Janis Joplyn, Joni Mitchell, Lauren Hill, Billie Holiday. Ani de Franco, Patti Smith, Alice Coltrane.
That night Saffy and her father re-acquainted themselves with outcastes, nasty girls, mistresses, hidden pearls;
And as she uncovered the bed-time lullabies which had taught her, as a child, to break free from the-tree-of-who-she-was-supposed-to-be, Saffron and her dad danced.
They rocked the bells to the break of dawn. They shook it like a Polaroid picture. They found the key to the part of their heart which unveils magic and mystery not only in love and in life, but also in loss and in grief;
For the passing of time teaches us so much. There is so much to learnt from living with pain. In watching our loved ones slowly slip away; in quietly sitting while daylight changes into dusk. When we die, we never really go away.
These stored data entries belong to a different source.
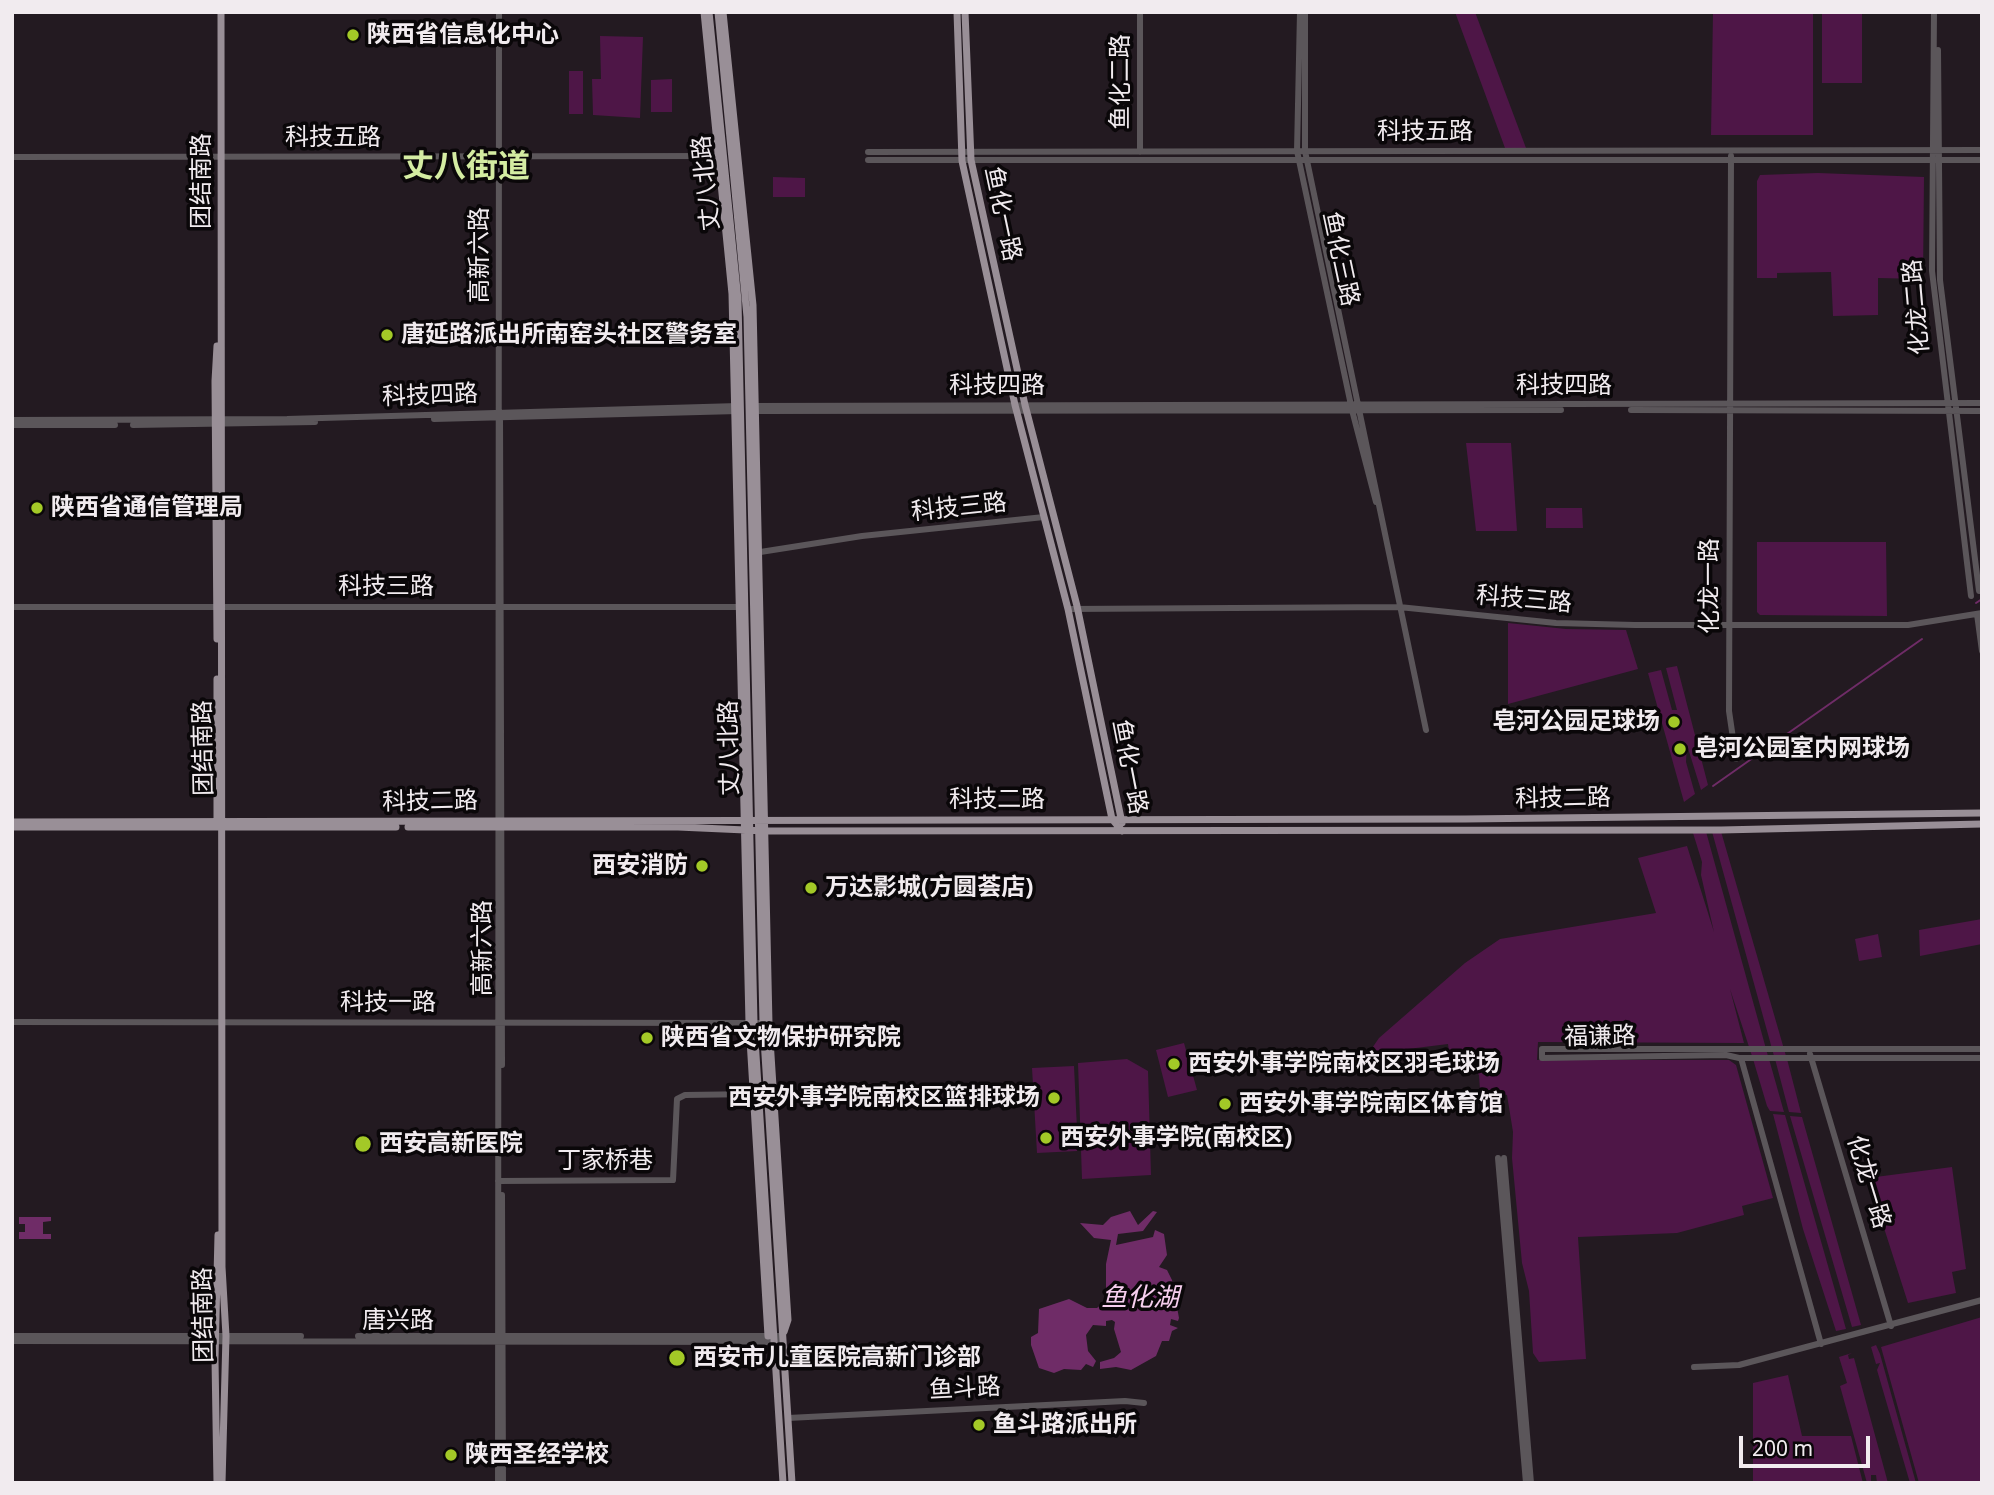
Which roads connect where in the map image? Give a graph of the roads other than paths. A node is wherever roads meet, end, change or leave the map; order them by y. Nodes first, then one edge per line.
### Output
1 (219, 12) edge
2 (499, 12) edge
3 (704, 12) edge
4 (709, 12) edge
5 (720, 12) edge
6 (957, 12) edge
7 (965, 12) edge
8 (1140, 12) edge
9 (1302, 12) edge
10 (1936, 12) edge
11 (1982, 150) edge
12 (1256, 151) junction
13 (1297, 151) junction
14 (1305, 151) junction
15 (1352, 151) junction
16 (1729, 151) junction
17 (1935, 151) junction
18 (868, 152) dead end
19 (919, 152) junction
20 (1140, 152) junction
21 (499, 156) junction
22 (728, 156) junction
23 (962, 156) junction
24 (971, 156) junction
25 (12, 157) edge
26 (220, 157) junction
27 (868, 160) dead end
28 (919, 160) junction
29 (1256, 160) junction
30 (1299, 160) junction
31 (1307, 160) junction
32 (1352, 160) junction
33 (1729, 160) junction
34 (1931, 160) junction
35 (1940, 160) junction
36 (1982, 160) edge
37 (1925, 403) junction
38 (1946, 403) junction
39 (1954, 403) junction
40 (1979, 403) edge
41 (1729, 404) junction
42 (1355, 407) junction
43 (738, 408) junction
44 (752, 408) junction
45 (1016, 408) junction
46 (1025, 408) junction
47 (1707, 408) junction
48 (1761, 408) junction
49 (1925, 411) junction
50 (1947, 411) junction
51 (1956, 411) junction
52 (1979, 411) edge
53 (1729, 412) junction
54 (500, 416) junction
55 (12, 422) edge
56 (219, 422) junction
57 (1044, 517) junction
58 (756, 553) junction
59 (1979, 591) dead end
60 (1971, 596) dead end
61 (12, 607) edge
62 (220, 607) junction
63 (500, 607) junction
64 (750, 607) junction
65 (1399, 607) junction
66 (1072, 608) junction
67 (1979, 614) edge
68 (1729, 625) junction
69 (1982, 651) edge
70 (1426, 730) dead end
71 (1736, 759) dead end
72 (1982, 813) edge
73 (1112, 819) junction
74 (1122, 819) junction
75 (500, 820) junction
76 (220, 823) junction
77 (1982, 824) edge
78 (12, 825) edge
79 (755, 825) junction
80 (500, 829) junction
81 (1122, 831) junction
82 (12, 1022) edge
83 (500, 1022) junction
84 (220, 1023) junction
85 (751, 1023) junction
86 (763, 1023) junction
87 (1808, 1049) junction
88 (1982, 1049) edge
89 (1741, 1058) junction
90 (1811, 1058) junction
91 (1982, 1058) edge
92 (755, 1094) junction
93 (1501, 1158) dead end
94 (500, 1180) junction
95 (1982, 1300) edge
96 (1891, 1326) junction
97 (12, 1338) edge
98 (215, 1338) junction
99 (225, 1338) junction
100 (500, 1338) junction
101 (771, 1338) junction
102 (783, 1339) junction
103 (1821, 1344) junction
104 (1694, 1367) dead end
105 (1143, 1403) dead end
106 (788, 1418) junction
107 (220, 1483) edge
108 (500, 1483) edge
109 (783, 1483) edge
110 (792, 1483) edge
111 (1528, 1483) edge

1 - 26 main road, 团结南路
2 - 21 street, 高新六路
3 - 22 main road
4 - 22 main road, 丈八北路
5 - 22 main road, 丈八北路
6 - 23 main road, 鱼化一路
7 - 24 main road, 鱼化一路
8 - 20 street, 鱼化二路
9 - 13 street, 鱼化三路
9 - 14 street, 鱼化三路
10 - 17 street, 化龙二路
11 - 17 street, 科技五路
12 - 13 street, 科技五路
12 - 20 street, 科技五路
12 - 29 street
13 - 14 street, 科技五路
13 - 30 street, 鱼化三路
14 - 15 street, 科技五路
14 - 31 street, 鱼化三路
15 - 16 street, 科技五路
15 - 32 street
16 - 17 street, 科技五路
16 - 33 street, 化龙一路
17 - 34 street, 化龙二路
17 - 35 street, 化龙二路
18 - 19 street, 科技五路
19 - 23 street, 科技五路
19 - 28 street
20 - 24 street, 科技五路
21 - 22 street, 科技五路
21 - 26 street, 科技五路
21 - 54 street, 高新六路
22 - 43 main road, 丈八北路
22 - 44 main road, 丈八北路
23 - 24 street, 科技五路
23 - 28 street, 科技五路
23 - 45 main road, 鱼化一路
24 - 29 street, 科技五路
24 - 46 main road, 鱼化一路
25 - 26 street, 科技五路
26 - 56 main road, 团结南路
27 - 28 street, 科技五路
29 - 30 street, 科技五路
30 - 31 street, 科技五路
30 - 42 street, 鱼化三路
31 - 32 street, 科技五路
31 - 42 street, 鱼化三路
32 - 33 street, 科技五路
33 - 34 street, 科技五路
33 - 41 street, 化龙一路
34 - 35 street, 科技五路
34 - 38 street, 化龙二路
35 - 36 street, 科技五路
35 - 39 street, 化龙二路
37 - 38 street, 科技四路
37 - 48 street, 科技四路
37 - 49 street
38 - 39 street, 科技四路
38 - 50 street, 化龙二路
39 - 40 street, 科技四路
39 - 51 street, 化龙二路
40 - 52 street
41 - 47 street, 科技四路
41 - 48 street, 科技四路
41 - 53 street, 化龙一路
42 - 46 street, 科技四路
42 - 47 street, 科技四路
42 - 65 street, 鱼化三路
43 - 44 street, 科技四路
43 - 54 street, 科技四路
43 - 64 main road, 丈八北路
44 - 45 street, 科技四路
44 - 58 main road, 丈八北路
45 - 46 street, 科技四路
45 - 57 main road, 鱼化一路
46 - 66 main road, 鱼化一路
47 - 53 street, 科技四路
48 - 49 street, 科技四路
48 - 53 street, 科技四路
49 - 50 street, 科技四路
50 - 51 street, 科技四路
50 - 60 street, 化龙二路
51 - 52 street, 科技四路
51 - 59 street, 化龙二路
53 - 68 street, 化龙一路
54 - 56 street, 科技四路
54 - 63 street, 高新六路
55 - 56 street, 科技四路
56 - 62 main road, 团结南路
57 - 58 street, 科技三路
57 - 66 main road, 鱼化一路
58 - 64 main road, 丈八北路
61 - 62 street, 科技三路
62 - 63 street, 科技三路
62 - 76 main road, 团结南路
62 - 76 main road, 团结南路
63 - 64 street, 科技三路
63 - 75 street, 高新六路
64 - 79 main road, 丈八北路
64 - 79 main road
65 - 66 street, 科技三路
65 - 68 street, 科技三路
65 - 70 street, 鱼化三路
66 - 73 main road, 鱼化一路
66 - 74 main road, 鱼化一路
67 - 68 street, 科技三路
67 - 69 street
68 - 71 street, 化龙一路
72 - 74 main road, 科技二路
73 - 74 main road, 科技二路
73 - 79 main road, 科技二路
73 - 81 main road, 鱼化一路
74 - 81 main road, 鱼化一路
75 - 76 main road, 科技二路
75 - 79 main road, 科技二路
75 - 80 street, 高新六路
76 - 78 main road, 科技二路
76 - 80 main road, 科技二路
76 - 84 main road, 团结南路
77 - 81 main road, 科技二路
79 - 80 main road, 科技二路
79 - 81 main road, 科技二路
79 - 85 main road
79 - 86 main road, 丈八北路
79 - 102 main road
80 - 83 street, 高新六路
82 - 84 street, 科技一路
83 - 84 street, 科技一路
83 - 85 street, 科技一路
83 - 94 street, 高新六路
84 - 98 main road, 团结南路
84 - 99 main road, 团结南路
85 - 86 street, 科技一路
85 - 92 main road
86 - 102 main road, 丈八北路
87 - 88 street, 福谦路
87 - 89 street, 福谦路
87 - 90 street, 化龙一路
89 - 90 street, 福谦路
89 - 103 street
90 - 91 street, 福谦路
90 - 96 street, 化龙一路
92 - 94 street, 丁家桥巷
92 - 101 main road
93 - 111 street
94 - 100 street, 高新六路
95 - 96 street
96 - 103 street
97 - 98 street, 唐兴路
98 - 99 street, 唐兴路
98 - 107 main road, 团结南路
99 - 100 street, 唐兴路
99 - 107 main road, 团结南路
100 - 101 street, 唐兴路
100 - 108 street, 高新六路
101 - 102 street, 唐兴路
101 - 109 main road
102 - 106 main road, 丈八北路
103 - 104 street
105 - 106 street, 鱼斗路
106 - 110 main road, 丈八北路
Our love is transformed into sunlight and storms, and our memories charge the dust.
Last Friday, I presented a work in progress of a new piece of work ‘Superheroines I Have Known & Loved’ at Rich Mix in London.
Funded by the Arts Council, directed by Hetain Patel, featuring actress Delia Remy and a string quartet led by Amy May, the show was sold out.
As a work in progress, key to development for the future is listening to feedback from trusted others; A good (though heated) Q & A after the show was the beginning to this process.
All members of the audience received a book I published to accompany the show, which featured illustrations by Eugenia Loli.
One of the dilemmas surrounding the creative team was what to focus on, and to build the show around; should the show be for adults, or children? In the end, we reached a compromise which wasn’t perfect, but adequate for this stage in the process. The book was filled with children’s poetry, and the most well received parts of the show were spoken word pieces for adults, set to Amy’s brilliant score.
I look forward to speaking to many of the trusted friends who came to support the show, to receive their feedback on the presentation.